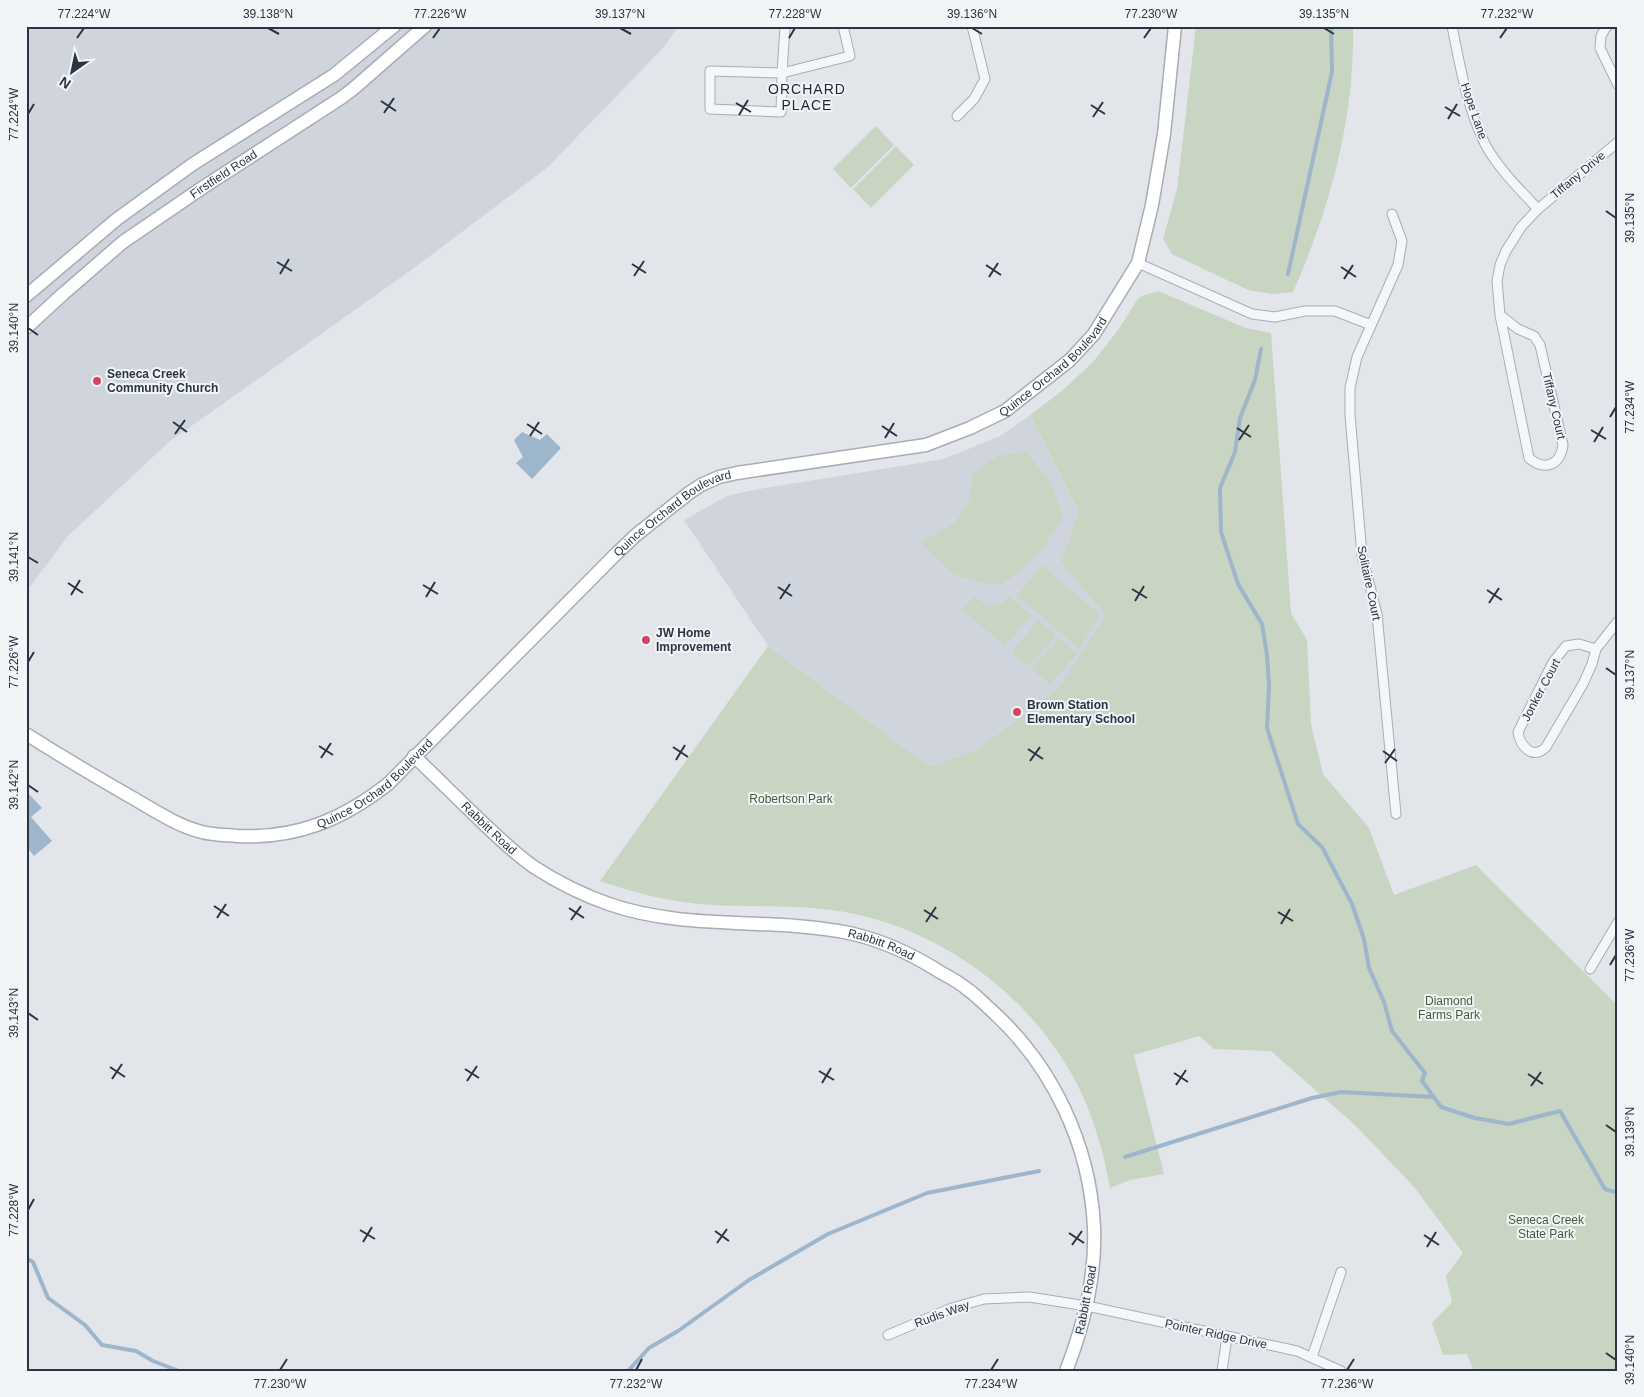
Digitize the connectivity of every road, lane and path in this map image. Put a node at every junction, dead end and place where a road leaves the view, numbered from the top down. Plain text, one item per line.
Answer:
1 (394, 26) edge
2 (425, 26) edge
3 (785, 26) edge
4 (843, 26) edge
5 (972, 26) edge
6 (1175, 26) edge
7 (1452, 26) edge
8 (1608, 26) edge
9 (782, 73) junction
10 (1618, 85) edge
11 (957, 116) dead end
12 (1618, 142) edge
13 (1538, 209) junction
14 (1392, 214) dead end
15 (1138, 263) junction
16 (26, 296) edge
17 (1500, 315) junction
18 (1371, 325) junction
19 (26, 328) edge
20 (1618, 621) edge
21 (1596, 649) junction
22 (26, 734) edge
23 (414, 756) junction
24 (1396, 814) dead end
25 (1618, 922) edge
26 (1590, 969) dead end
27 (1341, 1272) dead end
28 (1087, 1306) junction
29 (888, 1335) dead end
30 (1227, 1337) junction
31 (1312, 1357) junction
32 (1066, 1371) edge
33 (1222, 1371) edge
34 (1341, 1371) edge

1 - 16 street, Firstfield Road
2 - 19 street, Firstfield Road
3 - 9 street
4 - 9 street
5 - 11 street
6 - 15 street, Quince Orchard Boulevard
7 - 13 street, Hope Lane
8 - 10 street
9 - 9 street
12 - 13 street, Tiffany Drive
13 - 17 street, Tiffany Court
14 - 18 street, Solitaire Court
15 - 18 street
15 - 23 street, Quince Orchard Boulevard
17 - 17 street, Tiffany Court
18 - 24 street, Solitaire Court
20 - 21 street, Jonker Court
21 - 21 street, Jonker Court
22 - 23 street, Quince Orchard Boulevard
23 - 28 street, Rabbitt Road
25 - 26 street
27 - 31 street
28 - 29 street, Rudis Way
28 - 30 street, Pointer Ridge Drive
28 - 32 street, Rabbitt Road
30 - 31 street, Pointer Ridge Drive
30 - 33 street
31 - 34 street, Pointer Ridge Drive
══════════════════════════════
Activity — Could you filter the entries above for lines holding the string "Firstfield" and copy them?

Written solution —
1 - 16 street, Firstfield Road
2 - 19 street, Firstfield Road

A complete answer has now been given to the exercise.